- **Provided records**
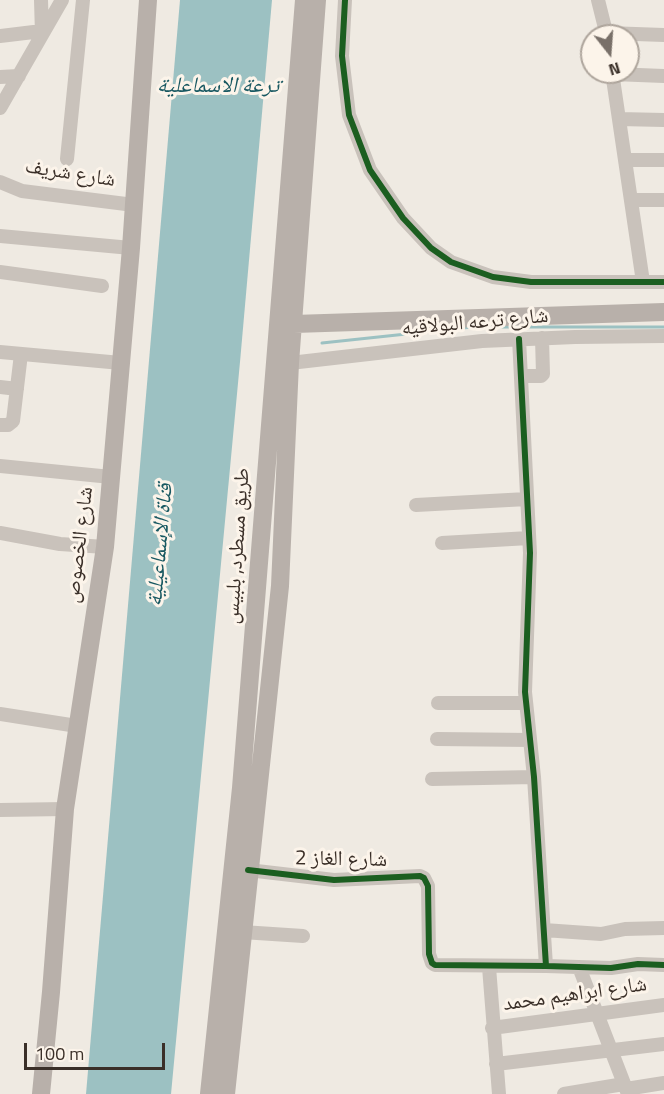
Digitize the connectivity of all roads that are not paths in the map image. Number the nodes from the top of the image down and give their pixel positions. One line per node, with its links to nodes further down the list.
1 (41, 0): 10 (street)
2 (62, 0): 10 (street)
3 (82, 0): 22 (street)
4 (148, 0): 28 (main road, شارع الخصوص)
5 (304, 0): 84 (main road, طريق مسطرد, بلبيس)
6 (317, 0): 36 (main road, طريق مسطرد, بلبيس)
7 (345, 0): 32 (street)
8 (598, 0): 9 (street)
9 (604, 24)
10 (42, 34): 13 (street); 15 (street)
11 (640, 35): 12 (street)
12 (664, 35)
13 (0, 36)
14 (640, 75): 16 (street)
15 (19, 76): 17 (street); 19 (street)
16 (664, 76)
17 (0, 77)
18 (614, 84): 20 (street)
19 (0, 108)
20 (619, 119): 21 (street); 23 (street)
21 (664, 120)
22 (67, 159)
23 (625, 160): 24 (street); 26 (street)
24 (664, 160)
25 (0, 182): 28 (street, شارع شريف)
26 (632, 200): 27 (street); 32 (street)
27 (664, 200)
28 (134, 205): 30 (main road, شارع الخصوص)
29 (0, 236): 30 (street)
30 (131, 248): 42 (main road, شارع الخصوص)
31 (0, 272): 34 (street)
32 (644, 282): 33 (street)
33 (664, 282)
34 (102, 286)
35 (664, 312): 36 (main road)
36 (294, 324): 43 (main road, طريق مسطرد, بلبيس)
37 (664, 336): 38 (street, شارع ترعه البولاقيه)
38 (542, 338): 39 (street, شارع ترعه البولاقيه); 44 (street)
39 (519, 339): 43 (street, شارع ترعه البولاقيه); 44 (street)
40 (0, 352): 41 (street)
41 (21, 354): 42 (street); 46 (street)
42 (121, 363): 49 (main road, شارع الخصوص)
43 (290, 363): 66 (main road, طريق مسطرد, بلبيس)
44 (521, 376): 50 (street)
45 (0, 387): 46 (street)
46 (17, 389): 47 (street)
47 (0, 425)
48 (0, 466): 49 (street)
49 (111, 477): 55 (main road, شارع الخصوص)
50 (527, 499): 51 (street); 53 (street)
51 (417, 505)
52 (0, 533): 55 (street)
53 (529, 538): 54 (street); 57 (street)
54 (442, 543)
55 (105, 547): 59 (main road, شارع الخصوص)
56 (438, 703): 57 (street)
57 (526, 703): 61 (street)
58 (0, 714): 59 (street)
59 (77, 726): 64 (main road, شارع الخصوص)
60 (437, 739): 61 (street)
61 (530, 740): 62 (street)
62 (534, 777): 63 (street); 68 (street)
63 (432, 779)
64 (65, 809): 65 (street); 83 (main road, شارع الخصوص)
65 (0, 810)
66 (248, 870): 69 (main road, طريق مسطرد, بلبيس); 73 (street, شارع الغاز 2)
67 (664, 928): 68 (street)
68 (544, 930): 72 (street)
69 (242, 932): 70 (street); 85 (main road, طريق مسطرد, بلبيس)
70 (303, 936)
71 (664, 965): 74 (street)
72 (546, 966): 73 (street); 74 (street)
73 (489, 967): 77 (street)
74 (579, 967): 76 (street)
75 (664, 1005): 76 (street, شارع ابراهيم محمد)
76 (597, 1014): 77 (street, شارع ابراهيم محمد); 79 (street)
77 (492, 1028): 80 (street)
78 (664, 1044): 79 (street)
79 (611, 1050): 80 (street); 82 (street)
80 (496, 1064): 86 (street)
81 (664, 1083): 82 (street)
82 (626, 1089): 87 (street)
83 (41, 1094)
84 (209, 1094)
85 (226, 1094)
86 (499, 1094)
87 (564, 1094)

- **Exercise objective**
What is the number of lines in this material that hold the string "بلبيس"? Answer with that number only.

- **Expected answer**
6